Gerçekten etkilendim. Kapıyı kilitleyip yola koyulduktan sonraki ilk 25 dakika içinde ailelerin tatildeki ilk münakaşaları başlarmış.
Ne desem bilmem? Biz henüz evden çıkmadan birkaç tartışma yaşamış, laf yarışımız son bulur bulmaz da karşılıklı somurtuyor oluyoruz yola koyulduğumuzda.
Not: Seyahatte kavga etmemek mucize olur!
Neyse ki yalnız değiliz. Seyahat şirketlerinin araştırmasına göre, ebeveynlerin %69’u tatilde kavga ederken, üçte ikisinden fazlası iki haftalık tatil boyunca en az iki kez büyük boyutta kavgaya tutuşuyormuş.
Son dakikaya kadar süren acaba tatil için herkese uygun, doğru yeri seçtim mi stresi, bavula herşeyi yerleştirdim mi kaygısı, ya bavul ağır çıkarsa, kapanmazsa, eşyalar arabaya sığmazsa endişesi! Ardından check-in işlemlerine dek süren, her beş dakikada bir yapılan pasaportlar yanımızda mı soruları, sanki pasaportlar debelenip de çantanın gözünden kaçacaklarmış gibi? Tabii çocukların umulmadık tuvalet ziyaretleri de işin işine girince uçağa geç kalacağız stresi.

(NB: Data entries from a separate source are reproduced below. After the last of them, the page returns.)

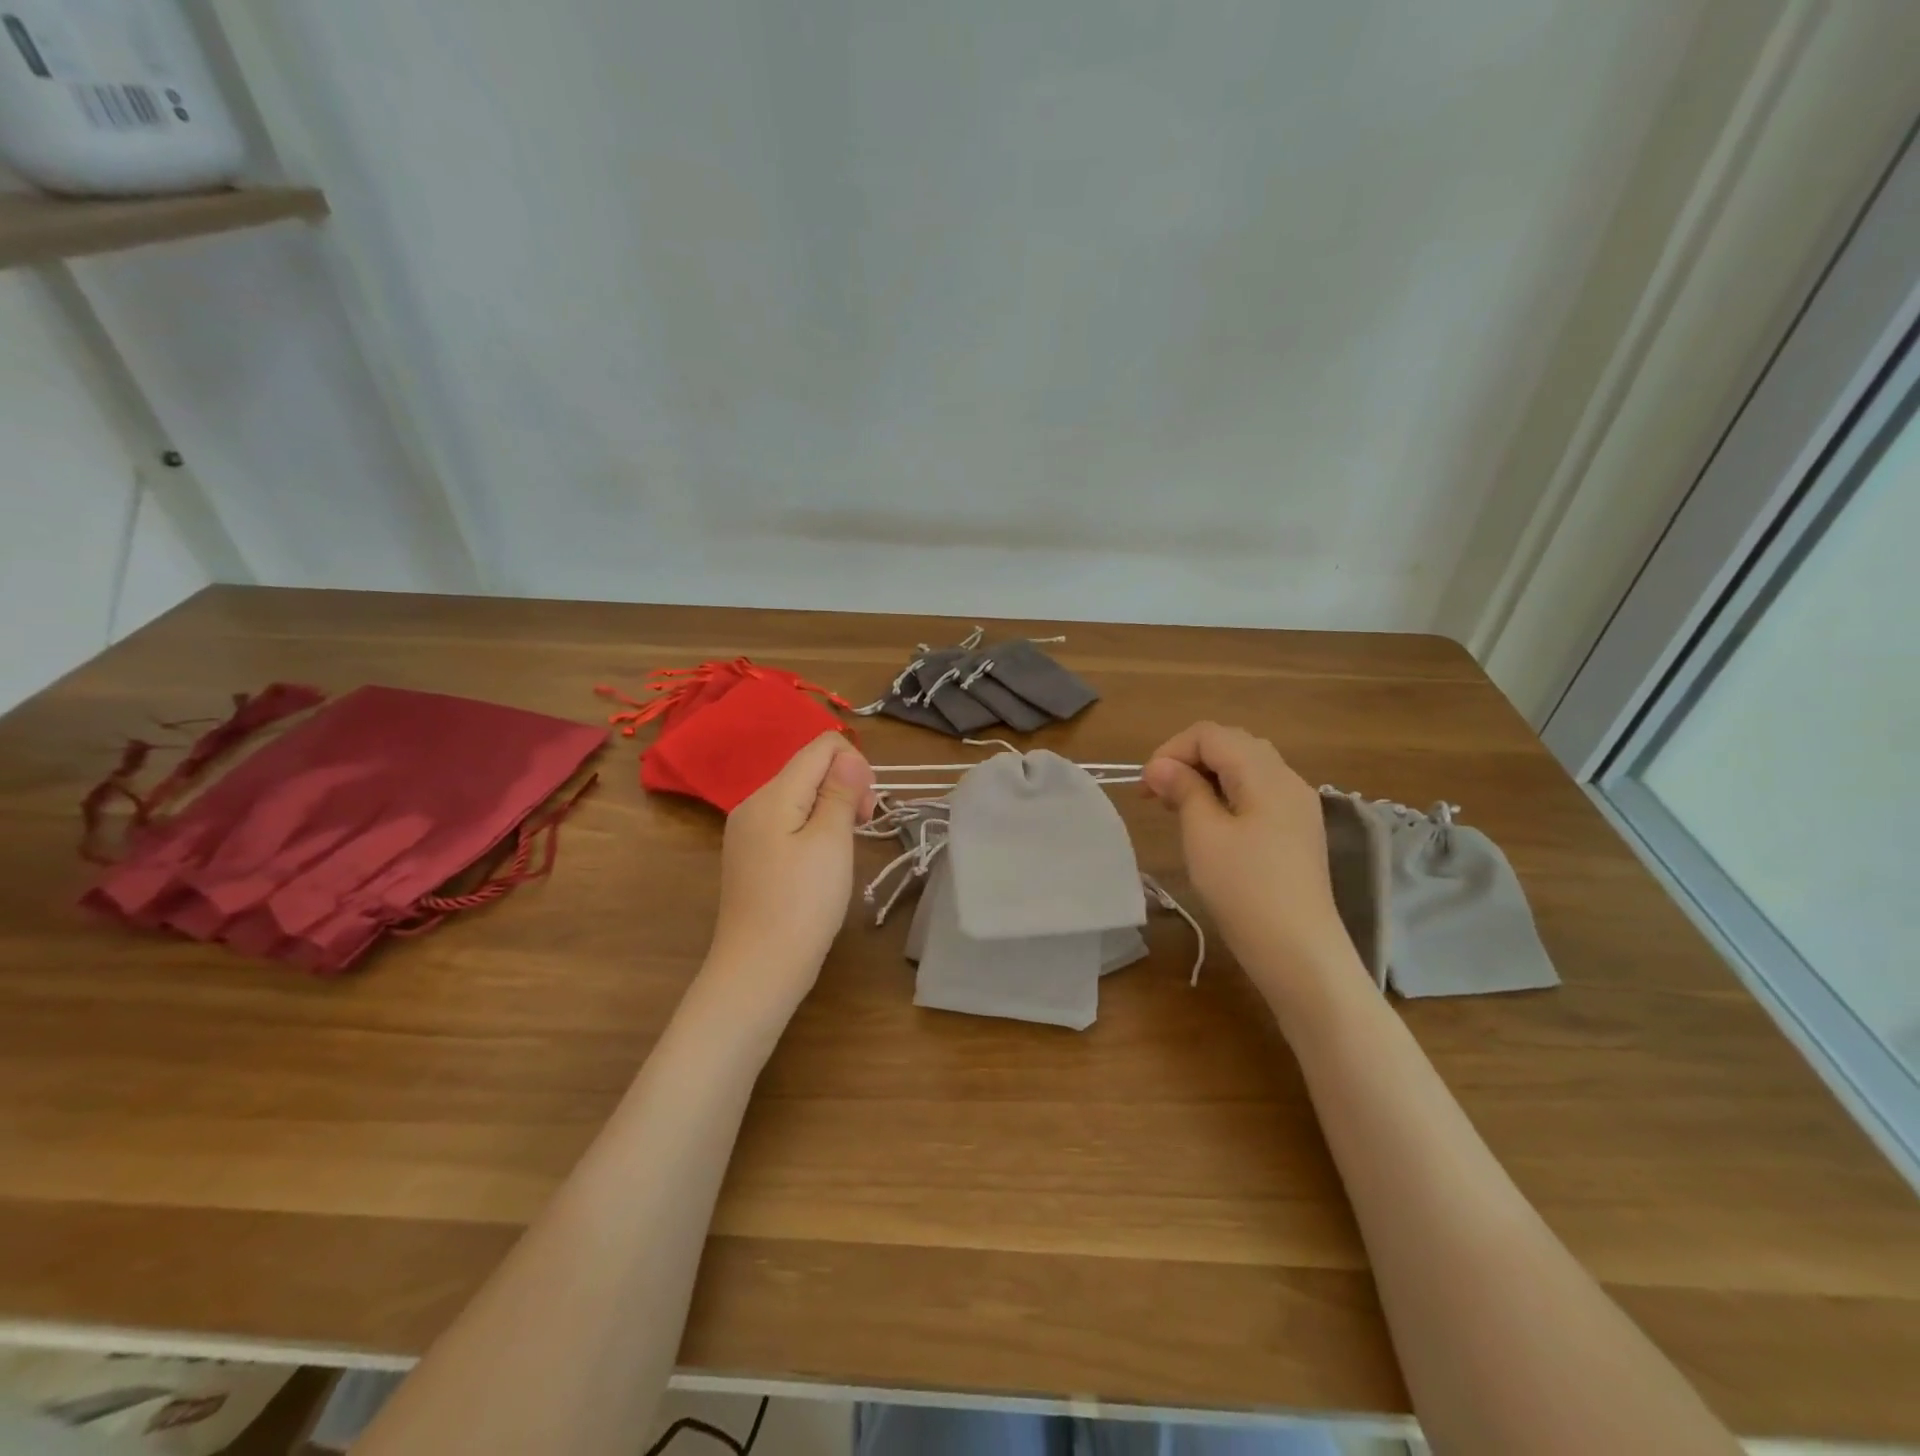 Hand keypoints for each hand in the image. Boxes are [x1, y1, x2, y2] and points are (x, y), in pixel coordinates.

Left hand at [704, 733, 874, 1017]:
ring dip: (831, 811)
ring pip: (800, 797)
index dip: (854, 764)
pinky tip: (820, 864)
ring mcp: (747, 831)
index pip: (820, 746)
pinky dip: (812, 830)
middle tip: (860, 830)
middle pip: (809, 769)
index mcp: (772, 794)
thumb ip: (841, 791)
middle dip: (844, 787)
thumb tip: (849, 754)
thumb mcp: (832, 841)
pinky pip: (788, 822)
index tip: (865, 809)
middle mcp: (753, 803)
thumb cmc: (802, 904)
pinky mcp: (750, 855)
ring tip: (842, 851)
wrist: (758, 969)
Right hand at [1142, 722, 1357, 1000]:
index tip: (1147, 786)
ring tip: (1178, 807)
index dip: (1172, 750)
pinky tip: (1211, 824)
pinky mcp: (1298, 830)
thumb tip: (1161, 767)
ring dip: (1207, 777)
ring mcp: (1297, 805)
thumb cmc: (1244, 888)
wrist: (1298, 950)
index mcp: (1265, 774)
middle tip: (1159, 795)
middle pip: (1232, 745)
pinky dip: (1227, 795)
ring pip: (1246, 768)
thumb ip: (1183, 790)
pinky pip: (1258, 793)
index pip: (1211, 734)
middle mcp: (1287, 779)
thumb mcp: (1203, 834)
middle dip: (1189, 760)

Not: Tatildeyken tartışmak normal, normal olmayan tartışmamak!
Bunun havaalanına dek sürdüğünü düşünün. Kapıdan çıktık, metro veya tren çalışıyor mu? Vaktinde gelecek mi? Doğru peronda bekliyor muyuz? Veya arabanın benzin lambası mı yandı? Taksi trafiğe takıldı. Tüm kırmızı ışıklara denk geldik! İşte sonunda yanlış yola girdik! Bu süre zarfında genelde eşim bana cevap vermeyi çoktan bırakmış, ters ters bakmakla yetiniyordur.
Arada bir iyi günümüzde havaalanına dek tartışmadan gidebiliriz. O zaman da check-in veya güvenlik kontrol sırasından yakınırım, acaba Alaz uçakta uyuyacak mı diye endişelenirim ve genelde o sırada evde birşey unuttuğumuzu farkederim. Eşimin ‘Şu an senin bu laflarının bize hiç bir faydası yok‘ demesi beni daha çok çileden çıkartır. İçimde tutup çatlayayım mı?

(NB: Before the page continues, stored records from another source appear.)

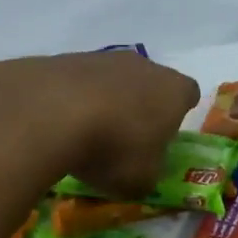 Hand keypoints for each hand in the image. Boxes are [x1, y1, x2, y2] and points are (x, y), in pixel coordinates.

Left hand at [40, 50, 200, 196]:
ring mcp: (103, 57)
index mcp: (174, 91)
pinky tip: (59, 125)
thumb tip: (143, 173)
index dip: (179, 115)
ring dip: (106, 102)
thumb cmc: (114, 148)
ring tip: (87, 134)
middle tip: (127, 139)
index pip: (188, 94)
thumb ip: (149, 174)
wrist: (48, 113)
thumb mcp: (141, 181)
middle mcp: (144, 66)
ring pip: (113, 80)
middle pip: (150, 84)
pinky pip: (78, 83)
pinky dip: (73, 100)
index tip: (165, 136)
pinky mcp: (65, 58)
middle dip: (141, 107)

Bir defasında İrlanda için vize almamız gerektiğini check-in esnasında öğrenmiştik ve o an Birleşik Krallık yönetiminden hesap soramadığımız için görevlilere söylenmekle yetintik! Bir kez de Malaga’dan Rondo’ya gideceğiz, yolu bulamadık. Otobanda aynı yerde saatlerce dolanıp durduk. Bir süre sonra artık Rondo yerine aile mahkemesine gidecektik; ama neyse ki oranın yolunu da bulamadık!
Birkaç gün sonra kalabalık sezonda, herkesin yollara döküleceği haftasonunda arabayla Londra’yı baştan başa geçip uçağa yetişeceğiz. Şimdiden uykum kaçmaya başladı. Valizler ortada yok, havaalanında park yeri ayarlamadık, Alaz’ı vaktinde evden çıkarmayı başarabilecek miyiz? Gibi soruların ardı arkası kesilmiyor gecenin bir yarısı.

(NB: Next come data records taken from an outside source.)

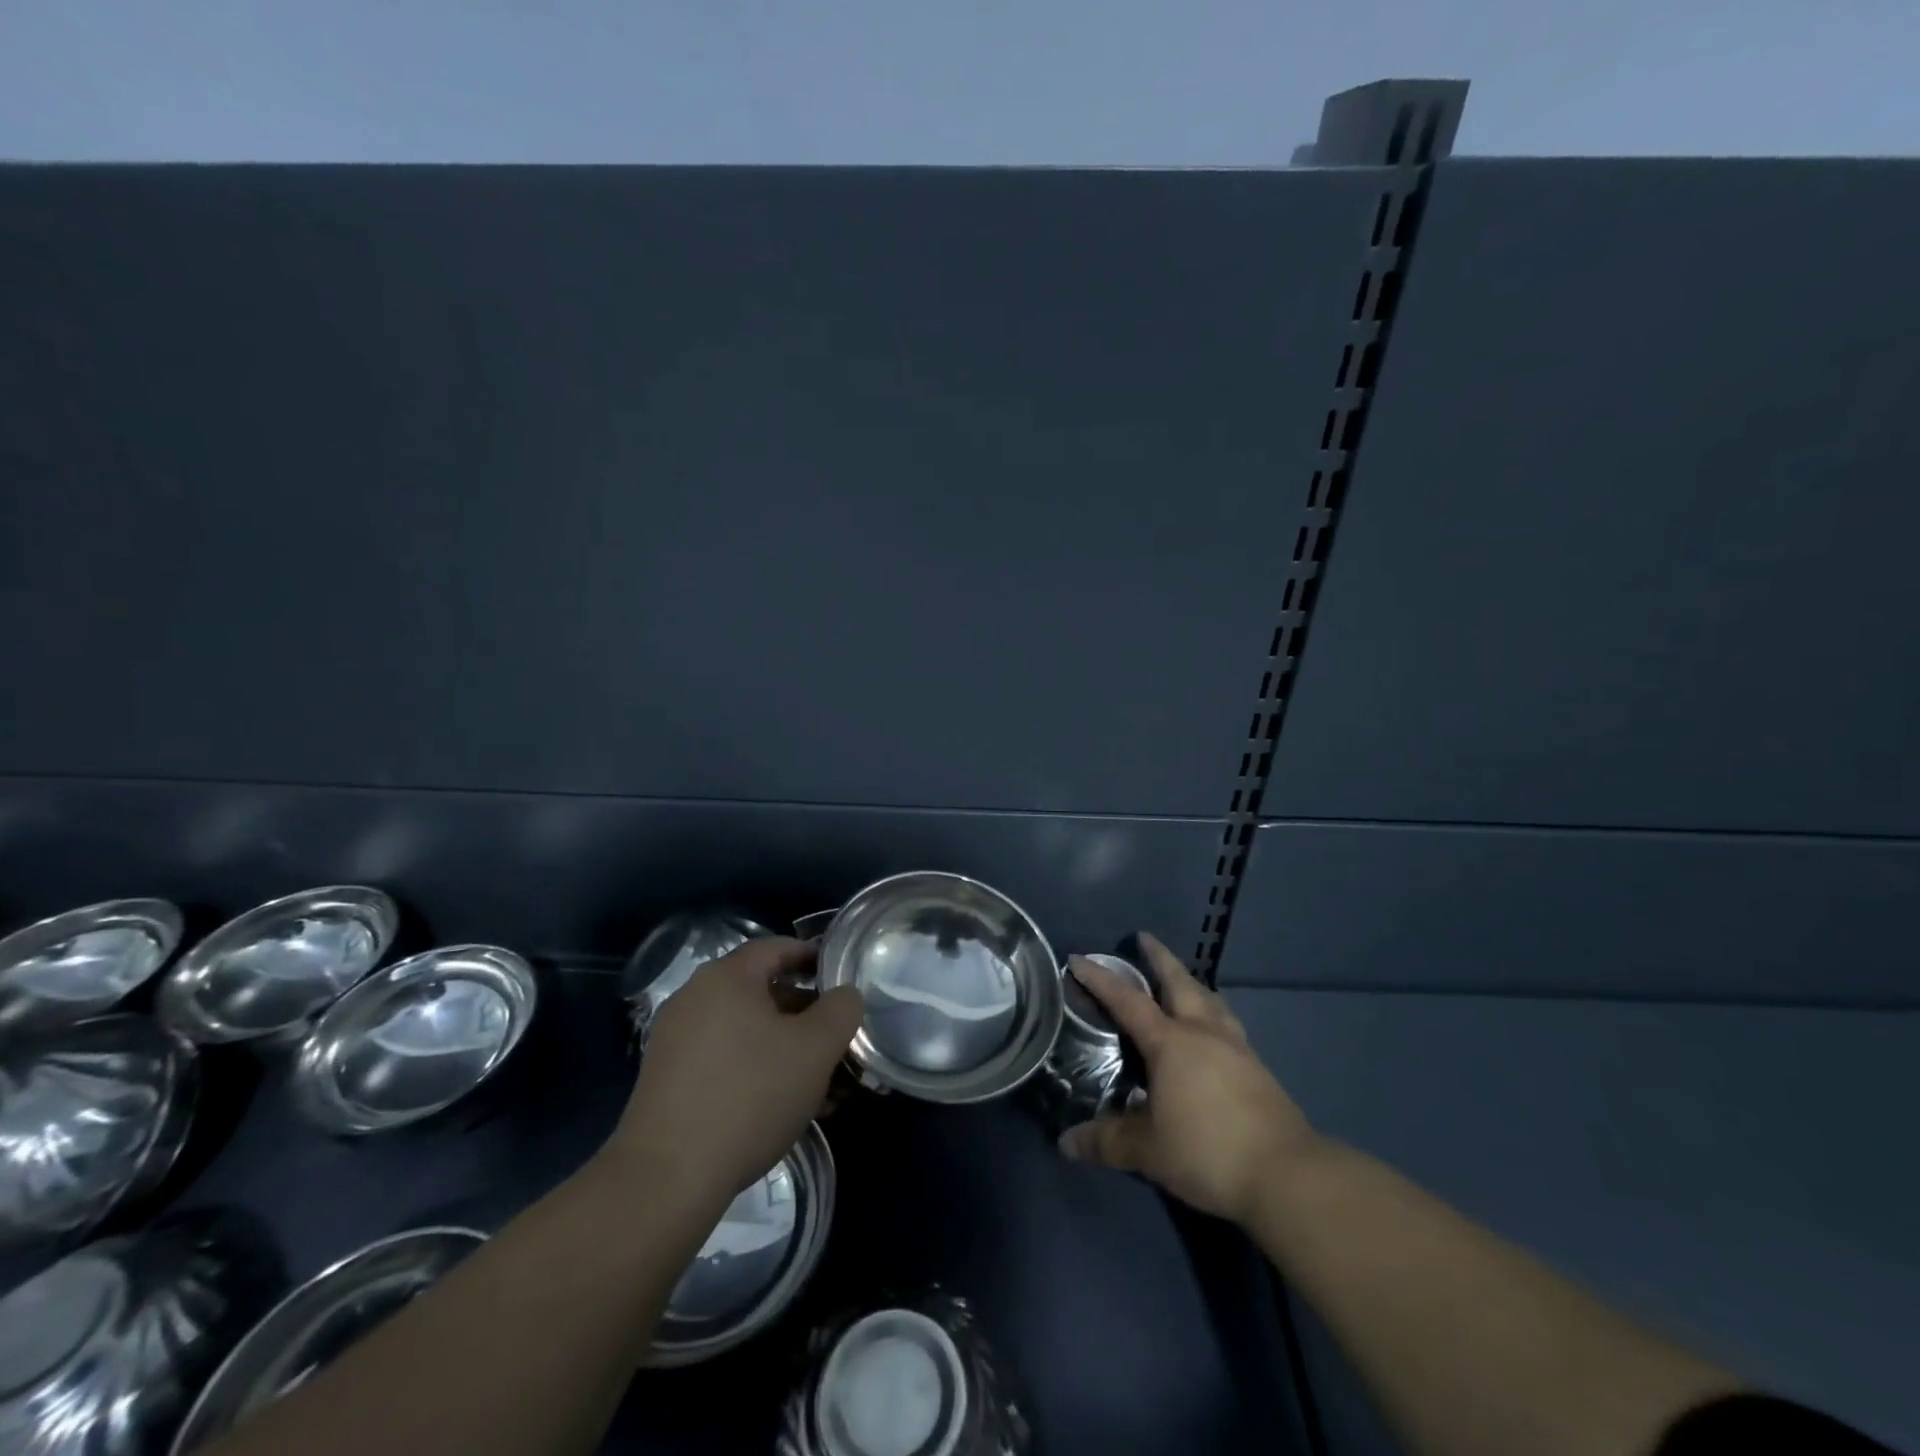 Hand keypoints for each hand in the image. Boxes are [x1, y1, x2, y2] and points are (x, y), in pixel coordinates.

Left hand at [604, 938, 862, 1212]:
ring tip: (821, 1084)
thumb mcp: (815, 1049)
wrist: (667, 1179)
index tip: (842, 976)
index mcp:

Not: Onca strese rağmen yanımda ailem olmadan seyahat etmek istemem.
Elbette tatil yerine ulaşınca ortalık süt-liman olur. Birkaç gün sonraysa şikayetler başlar. Bu kez de sürekli beraber olmak birbirimize batar. Genelde aynı aktiviteleri yapmaktan hoşlansak da arada bir anlaşmazlık çıkar. Bazen ben oraya gitmek, burayı görmek, şunu yapmak için koşturmaya çalışırken, yanımdakiler rahat ol, gel güneşlenelim, yarın gideriz deyince sigortalarımın attığı görülmüştür. Gerçi Alaz sonrasında ben de hızımı epey azalttım.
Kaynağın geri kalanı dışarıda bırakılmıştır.